Recorded data:
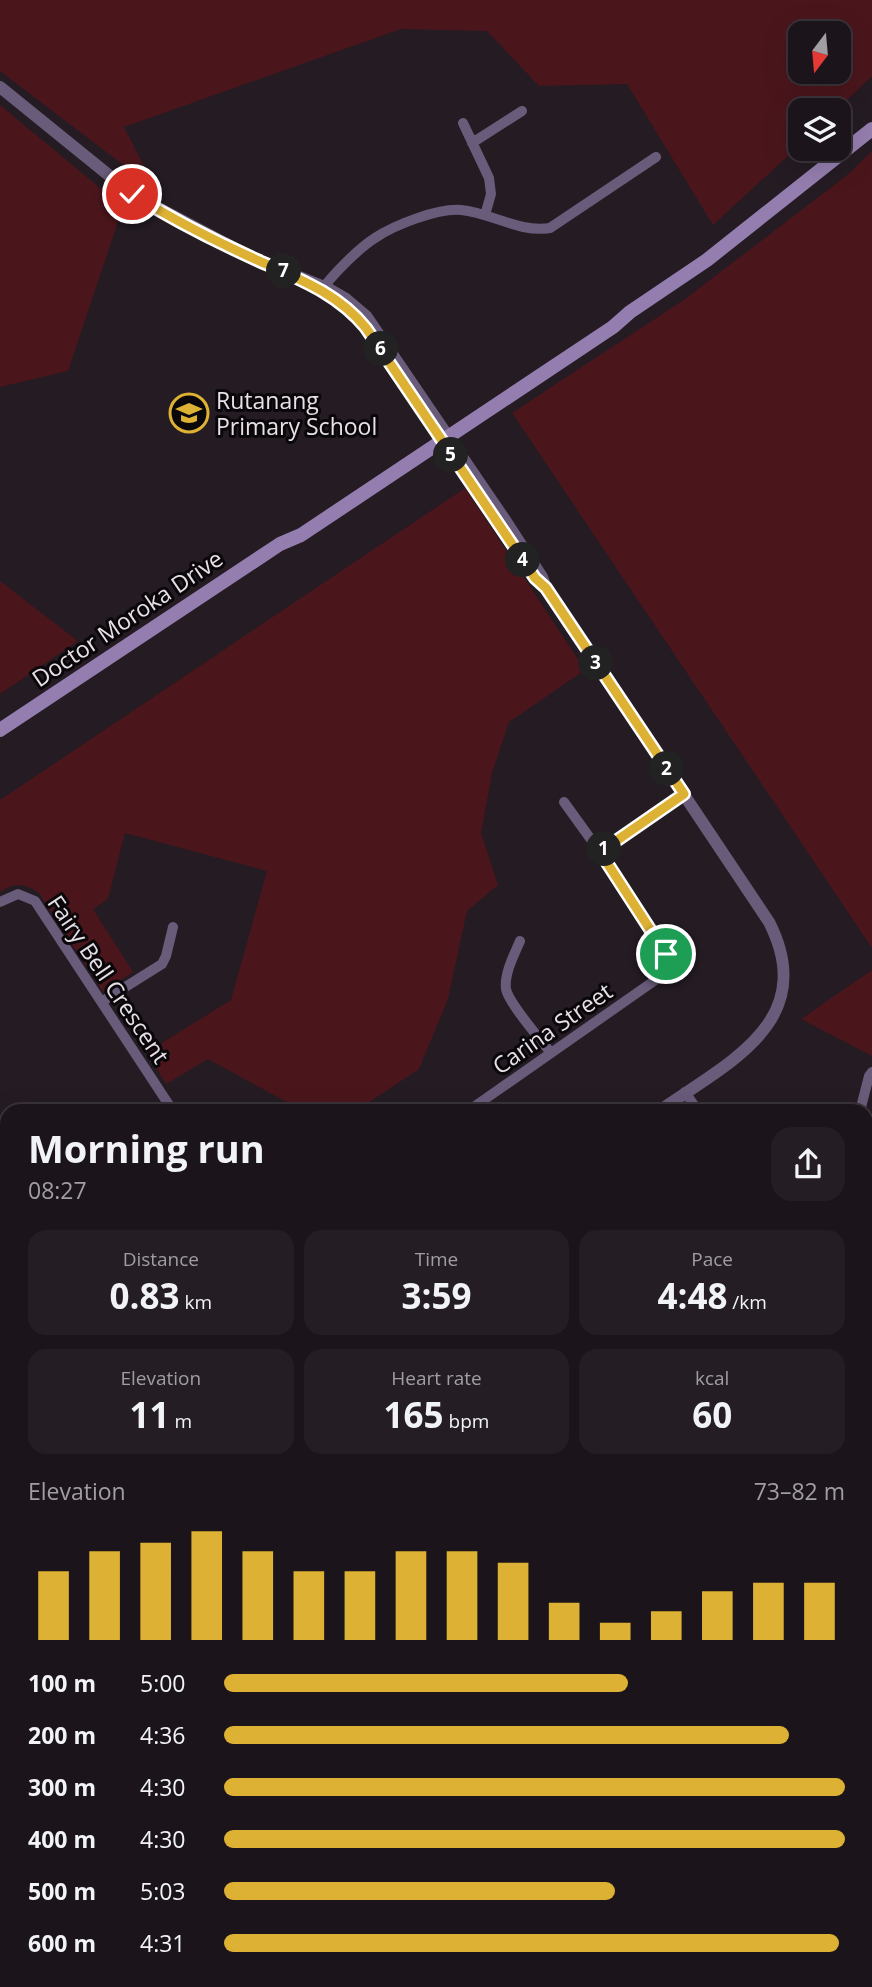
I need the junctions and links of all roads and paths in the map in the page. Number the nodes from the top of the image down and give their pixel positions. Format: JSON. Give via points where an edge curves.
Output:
{"nodes":[{"id":1,"x":0,"y":87,"type":"edge"},
{"id":2,"x":522,"y":111,"type":"dead end"},
{"id":3,"x":872,"y":117,"type":"edge"},
{"id":4,"x":463,"y":123,"type":"dead end"},
{"id":5,"x":872,"y":129,"type":"edge"},
{"id":6,"x":851,"y":141,"type":"edge"},
{"id":7,"x":472,"y":143,"type":"junction"},
{"id":8,"x":851,"y":145,"type":"edge"},
{"id":9,"x":656,"y":157,"type":"dead end"},
{"id":10,"x":830,"y":161,"type":"edge"},
{"id":11,"x":485,"y":215,"type":"junction"},
{"id":12,"x":319,"y":287,"type":"junction"},
{"id":13,"x":442,"y":436,"type":"junction"},
{"id":14,"x":0,"y":730,"type":"edge"},
{"id":15,"x":684,"y":794,"type":"junction"},
{"id":16,"x":564,"y":802,"type":"dead end"},
{"id":17,"x":600,"y":852,"type":"junction"},
{"id":18,"x":0,"y":902,"type":"edge"},
{"id":19,"x":173,"y":927,"type":"dead end"},
{"id":20,"x":520,"y":941,"type":"dead end"},
{"id":21,"x":103,"y":1001,"type":"junction"},
{"id":22,"x":551,"y":1053,"type":"junction"},
{"id":23,"x":872,"y":1072,"type":"edge"},
{"id":24,"x":685,"y":1093,"type":"junction"},
{"id":25,"x":169,"y":1104,"type":"edge"},
{"id":26,"x":478,"y":1104,"type":"edge"},
{"id":27,"x":669,"y":1104,"type":"edge"},
{"id":28,"x":693,"y":1104,"type":"edge"},
{"id":29,"x":862,"y":1104,"type":"edge"}],
"edges":[{"from":1,"to":12,"type":"street","via":[[132,194]]},
{"from":2,"to":7,"type":"street"},
{"from":3,"to":6,"type":"main road","name":"Doctor Moroka Drive"},
{"from":4,"to":7,"type":"street"},
{"from":5,"to":8,"type":"main road","name":"Doctor Moroka Drive"},
{"from":7,"to":11,"type":"street","via":[[491,187]]},
{"from":9,"to":11,"type":"street","via":[[550,228],[530,230]]},
{"from":10,"to":13,"type":"main road","name":"Doctor Moroka Drive","via":[[707,260],[613,327]]},
{"from":11,"to":12,"type":"street","via":[[445,211],[385,232]]},
{"from":12,"to":13,"type":"street","via":[[360,320]]},
{"from":13,"to":14,"type":"main road","name":"Doctor Moroka Drive","via":[[297,528],[280,544]]},
{"from":13,"to":15,"type":"street","via":[[540,573]]},
{"from":15,"to":17,"type":"street"},
{"from":15,"to":24,"type":"street","via":[[769,922],[783,968],[777,1012],[762,1035]]},
{"from":16,"to":17,"type":"street","name":"Carina Street"},
{"from":17,"to":22,"type":"street","name":"Carina Street","via":[[666,954],[668,965],[664,974]]},
{"from":18,"to":21,"type":"street","name":"Fairy Bell Crescent","via":[[18,894],[36,901]]},
{"from":19,"to":21,"type":"street","via":[[162,964]]},
{"from":20,"to":22,"type":"street","via":[[506,989]]},
{"from":21,"to":25,"type":"street","name":"Fairy Bell Crescent"},
{"from":22,"to":26,"type":"street","name":"Carina Street"},
{"from":23,"to":29,"type":"street"},
{"from":24,"to":27,"type":"street"},
{"from":24,"to":28,"type":"street"}]}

(About this exercise): Only the lines above that include the word "nodes" belong in the answer; copy each one.

(Answer to this task):
I need the junctions and links of all roads and paths in the map in the page. Number the nodes from the top of the image down and give their pixel positions. Format: JSON. Give via points where an edge curves.
{"nodes":[{"id":1,"x":0,"y":87,"type":"edge"},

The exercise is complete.